* Stored items *
#####
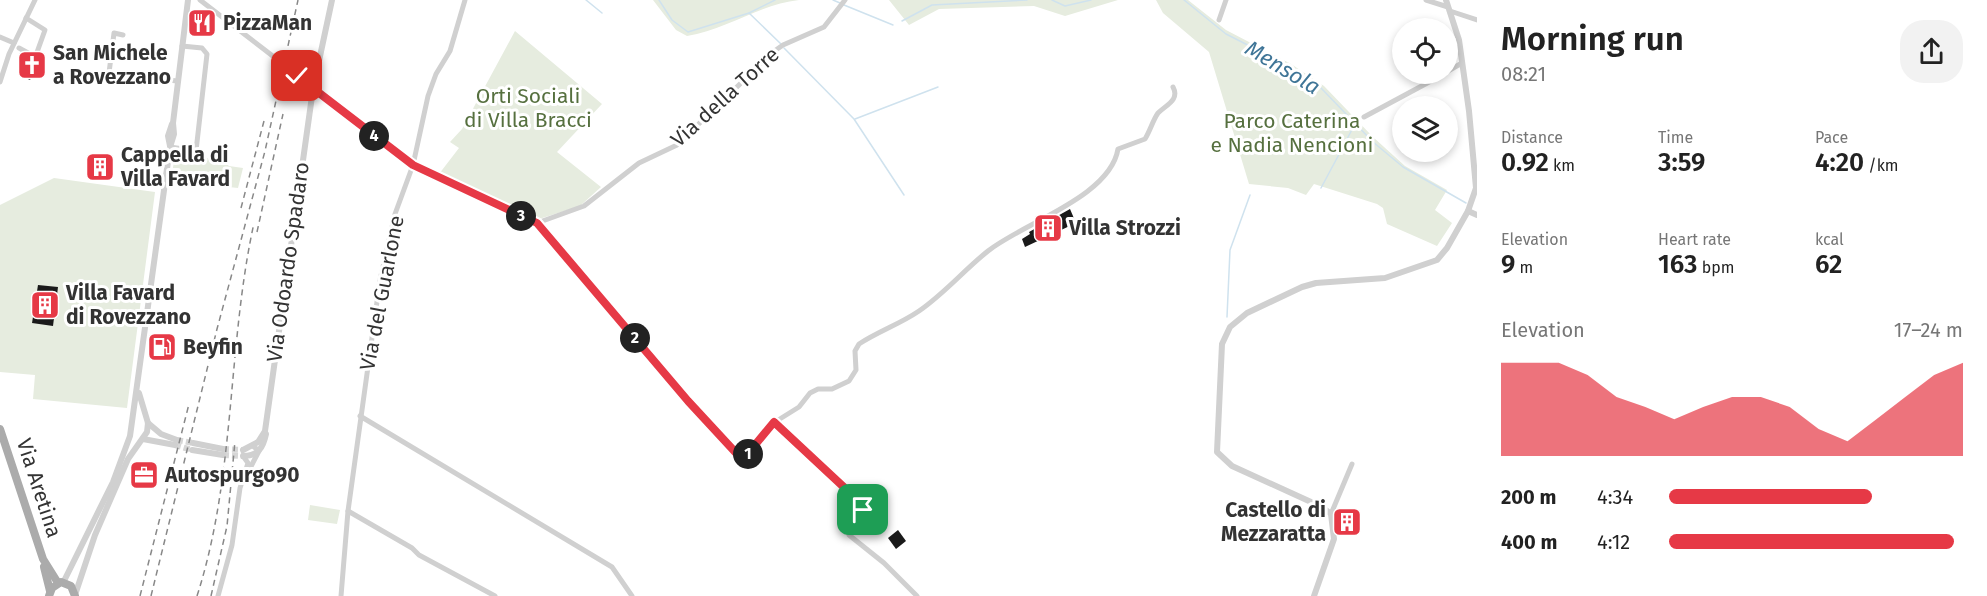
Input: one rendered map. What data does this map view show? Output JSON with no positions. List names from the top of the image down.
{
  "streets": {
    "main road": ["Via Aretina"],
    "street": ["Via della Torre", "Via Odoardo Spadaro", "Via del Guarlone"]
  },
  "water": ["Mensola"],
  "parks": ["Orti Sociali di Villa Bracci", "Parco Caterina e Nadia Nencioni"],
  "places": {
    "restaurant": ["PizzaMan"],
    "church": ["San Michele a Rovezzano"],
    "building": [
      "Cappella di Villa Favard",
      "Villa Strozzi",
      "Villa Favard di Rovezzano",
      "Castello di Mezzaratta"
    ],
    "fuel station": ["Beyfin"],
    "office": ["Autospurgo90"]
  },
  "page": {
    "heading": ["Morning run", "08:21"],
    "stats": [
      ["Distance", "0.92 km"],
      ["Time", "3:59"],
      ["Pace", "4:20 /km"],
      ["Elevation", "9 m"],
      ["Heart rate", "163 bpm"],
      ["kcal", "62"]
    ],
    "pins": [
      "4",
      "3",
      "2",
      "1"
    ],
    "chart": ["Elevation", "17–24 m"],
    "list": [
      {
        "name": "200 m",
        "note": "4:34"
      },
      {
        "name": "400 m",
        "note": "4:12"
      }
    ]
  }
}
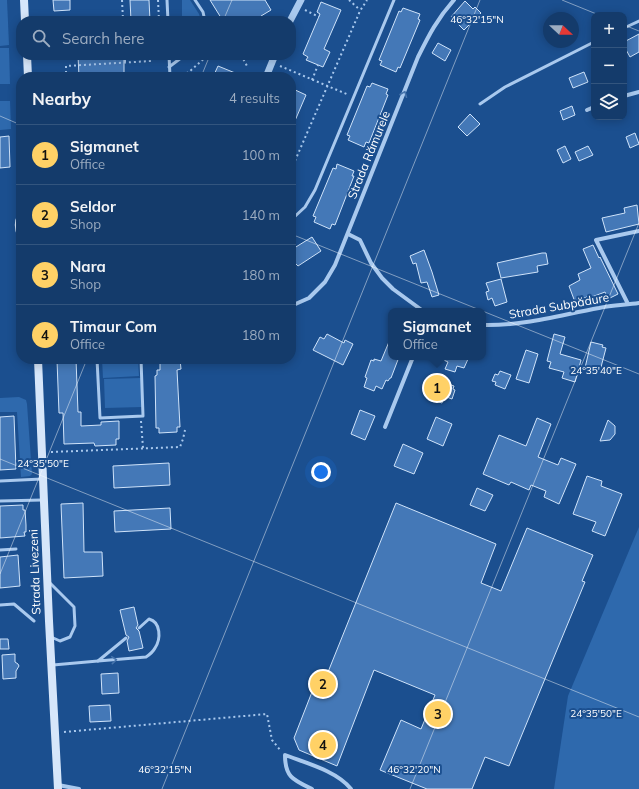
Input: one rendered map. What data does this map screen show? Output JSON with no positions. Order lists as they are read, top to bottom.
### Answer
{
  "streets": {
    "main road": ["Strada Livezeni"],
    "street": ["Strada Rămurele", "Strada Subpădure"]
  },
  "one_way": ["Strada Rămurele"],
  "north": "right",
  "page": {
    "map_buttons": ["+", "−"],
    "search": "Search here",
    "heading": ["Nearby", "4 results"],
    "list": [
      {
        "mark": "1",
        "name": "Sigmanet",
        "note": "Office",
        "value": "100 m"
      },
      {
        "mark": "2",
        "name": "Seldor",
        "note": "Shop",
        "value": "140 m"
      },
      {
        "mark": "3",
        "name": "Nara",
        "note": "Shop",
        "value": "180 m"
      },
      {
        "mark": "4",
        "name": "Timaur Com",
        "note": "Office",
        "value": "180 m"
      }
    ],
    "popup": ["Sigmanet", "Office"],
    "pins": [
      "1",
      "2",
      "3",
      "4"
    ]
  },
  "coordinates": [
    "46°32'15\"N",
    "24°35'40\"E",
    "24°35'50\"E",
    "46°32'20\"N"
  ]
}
#####
* WHAT YOU ARE ASKED TO DO *
Pictures are to be left out, and the lines from the beginning of the records through the line with "Input: one rendered map. What data does this map screen" are to be printed exactly, with nothing added.

* YOUR SOLUTION *
Input: one rendered map. What data does this map view show? Output JSON with no positions. List names from the top of the image down.
{
  "streets": {
    "main road": ["Via Aretina"],
    "street": ["Via della Torre", "Via Odoardo Spadaro", "Via del Guarlone"]
  },
  "water": ["Mensola"],
  "parks": ["Orti Sociali di Villa Bracci", "Parco Caterina e Nadia Nencioni"],
  "places": {
    "restaurant": ["PizzaMan"],
    "church": ["San Michele a Rovezzano"],
    "building": [
      "Cappella di Villa Favard",
      "Villa Strozzi",
      "Villa Favard di Rovezzano",
      "Castello di Mezzaratta"
    ],
    "fuel station": ["Beyfin"],
    "office": ["Autospurgo90"]
  },
  "page": {
    "heading": ["Morning run", "08:21"],
    "stats": [
      ["Distance", "0.92 km"],
      ["Time", "3:59"],
      ["Pace", "4:20 /km"],
      ["Elevation", "9 m"],
      ["Heart rate", "163 bpm"],
      ["kcal", "62"]
    ],
    "pins": [
      "4",
      "3",
      "2",
      "1"
    ],
    "chart": ["Elevation", "17–24 m"],
    "list": [
      {
        "name": "200 m",
        "note": "4:34"
      },
      {
        "name": "400 m",
        "note": "4:12"
      }
    ]
  }
}
Input: one rendered map. What data does this map screen show? Output JSON with no positions. Order lists as they are read, top to bottom.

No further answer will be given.